• [Your assignment]: Please return the lines of the data below, word for word, from the first line through the line containing "Trace every road, lane".

• [Data in this exercise]:

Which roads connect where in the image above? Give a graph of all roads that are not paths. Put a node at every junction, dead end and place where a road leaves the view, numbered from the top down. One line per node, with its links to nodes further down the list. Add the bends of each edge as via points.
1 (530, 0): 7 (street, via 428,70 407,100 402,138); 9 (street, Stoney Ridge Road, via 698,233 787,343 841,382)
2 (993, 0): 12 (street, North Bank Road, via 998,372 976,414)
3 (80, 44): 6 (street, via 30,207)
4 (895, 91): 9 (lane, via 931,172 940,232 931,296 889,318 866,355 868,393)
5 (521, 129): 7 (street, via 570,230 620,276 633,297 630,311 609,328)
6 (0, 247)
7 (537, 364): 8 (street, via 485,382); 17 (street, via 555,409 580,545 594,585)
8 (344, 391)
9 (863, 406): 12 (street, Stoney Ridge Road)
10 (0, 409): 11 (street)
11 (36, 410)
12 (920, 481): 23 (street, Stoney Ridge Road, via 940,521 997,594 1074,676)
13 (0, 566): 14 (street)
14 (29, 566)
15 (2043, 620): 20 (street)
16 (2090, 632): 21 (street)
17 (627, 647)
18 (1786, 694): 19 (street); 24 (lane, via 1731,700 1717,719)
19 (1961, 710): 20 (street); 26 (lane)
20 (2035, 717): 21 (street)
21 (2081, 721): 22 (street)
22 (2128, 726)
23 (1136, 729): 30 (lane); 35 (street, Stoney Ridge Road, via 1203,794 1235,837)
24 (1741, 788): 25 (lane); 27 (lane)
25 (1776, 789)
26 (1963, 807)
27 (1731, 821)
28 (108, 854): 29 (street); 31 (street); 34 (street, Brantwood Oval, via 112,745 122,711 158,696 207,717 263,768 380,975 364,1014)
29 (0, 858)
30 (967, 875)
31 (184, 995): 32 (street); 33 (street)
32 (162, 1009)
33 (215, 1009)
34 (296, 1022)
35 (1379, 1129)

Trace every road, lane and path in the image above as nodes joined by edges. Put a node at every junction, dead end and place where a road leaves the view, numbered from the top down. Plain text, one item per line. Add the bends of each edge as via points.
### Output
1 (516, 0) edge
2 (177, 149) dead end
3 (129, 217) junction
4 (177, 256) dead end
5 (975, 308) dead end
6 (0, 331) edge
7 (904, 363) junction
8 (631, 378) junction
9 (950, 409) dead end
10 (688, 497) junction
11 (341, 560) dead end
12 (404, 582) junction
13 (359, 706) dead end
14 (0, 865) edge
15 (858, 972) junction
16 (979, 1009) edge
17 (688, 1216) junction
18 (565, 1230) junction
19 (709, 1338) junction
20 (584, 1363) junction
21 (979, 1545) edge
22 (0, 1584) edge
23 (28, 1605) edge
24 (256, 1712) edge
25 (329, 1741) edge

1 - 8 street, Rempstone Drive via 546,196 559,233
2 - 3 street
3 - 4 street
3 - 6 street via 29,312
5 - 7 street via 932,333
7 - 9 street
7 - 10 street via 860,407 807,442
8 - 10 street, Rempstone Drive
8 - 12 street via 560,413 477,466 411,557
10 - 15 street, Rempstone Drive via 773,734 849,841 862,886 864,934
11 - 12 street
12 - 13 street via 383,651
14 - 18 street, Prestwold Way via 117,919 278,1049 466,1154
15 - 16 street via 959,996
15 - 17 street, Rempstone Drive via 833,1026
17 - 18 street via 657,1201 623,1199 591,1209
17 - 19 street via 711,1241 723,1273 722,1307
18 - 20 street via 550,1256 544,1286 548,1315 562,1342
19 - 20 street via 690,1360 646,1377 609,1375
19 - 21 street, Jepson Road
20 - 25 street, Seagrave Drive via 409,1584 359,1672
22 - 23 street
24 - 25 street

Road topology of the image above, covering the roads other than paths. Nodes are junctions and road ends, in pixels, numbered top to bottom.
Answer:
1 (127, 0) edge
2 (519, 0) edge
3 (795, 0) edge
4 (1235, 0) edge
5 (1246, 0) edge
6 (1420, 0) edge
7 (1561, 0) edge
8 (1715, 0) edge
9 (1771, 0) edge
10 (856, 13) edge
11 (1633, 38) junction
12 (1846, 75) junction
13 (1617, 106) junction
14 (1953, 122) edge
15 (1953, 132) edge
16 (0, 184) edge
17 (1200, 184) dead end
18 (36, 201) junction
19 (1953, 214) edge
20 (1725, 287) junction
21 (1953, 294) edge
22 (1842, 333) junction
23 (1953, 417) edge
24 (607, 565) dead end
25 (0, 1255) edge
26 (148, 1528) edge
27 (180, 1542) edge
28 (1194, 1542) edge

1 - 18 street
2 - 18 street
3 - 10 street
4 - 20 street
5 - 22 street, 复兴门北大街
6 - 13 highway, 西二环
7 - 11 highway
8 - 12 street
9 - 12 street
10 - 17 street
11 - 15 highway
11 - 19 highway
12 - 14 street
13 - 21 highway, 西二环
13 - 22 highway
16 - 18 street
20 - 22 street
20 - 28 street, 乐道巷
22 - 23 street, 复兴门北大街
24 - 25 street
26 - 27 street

• [Solved problem]:
Which roads connect where in the image above? Give a graph of all roads that are not paths. Put a node at every junction, dead end and place where a road leaves the view, numbered from the top down. One line per node, with its links to nodes further down the list. Add the bends of each edge as via points.
1 (530, 0): 7 (street, via 428,70 407,100 402,138); 9 (street, Stoney Ridge Road, via 698,233 787,343 841,382)
2 (993, 0): 12 (street, North Bank Road, via 998,372 976,414)
3 (80, 44): 6 (street, via 30,207)
4 (895, 91): 9 (lane, via 931,172 940,232 931,296 889,318 866,355 868,393)
5 (521, 129): 7 (street, via 570,230 620,276 633,297 630,311 609,328)
6 (0, 247)
7 (537, 364): 8 (street, via 485,382); 17 (street, via 555,409 580,545 594,585)
8 (344, 391)
9 (863, 406): 12 (street, Stoney Ridge Road)
10 (0, 409): 11 (street)
11 (36, 410)
12 (920, 481): 23 (street, Stoney Ridge Road, via 940,521 997,594 1074,676)
13 (0, 566): 14 (street)
14 (29, 566)
15 (2043, 620): 20 (street)
16 (2090, 632): 21 (street)
17 (627, 647)
18 (1786, 694): 19 (street); 24 (lane, via 1731,700 1717,719)
19 (1961, 710): 20 (street); 26 (lane)
20 (2035, 717): 21 (street)
21 (2081, 721): 22 (street)
22 (2128, 726)
23 (1136, 729): 30 (lane); 35 (street, Stoney Ridge Road, via 1203,794 1235,837)
24 (1741, 788): 25 (lane); 27 (lane)
25 (1776, 789)
26 (1963, 807)
27 (1731, 821)
28 (108, 854): 29 (street); 31 (street); 34 (street, Brantwood Oval, via 112,745 122,711 158,696 207,717 263,768 380,975 364,1014)
29 (0, 858)
30 (967, 875)
31 (184, 995): 32 (street); 33 (street)
32 (162, 1009)
33 (215, 1009)
34 (296, 1022)
35 (1379, 1129)

Trace every road, lane and path in the image above as nodes joined by edges. Put a node at every junction, dead end and place where a road leaves the view, numbered from the top down. Plain text, one item per line. Add the bends of each edge as via points.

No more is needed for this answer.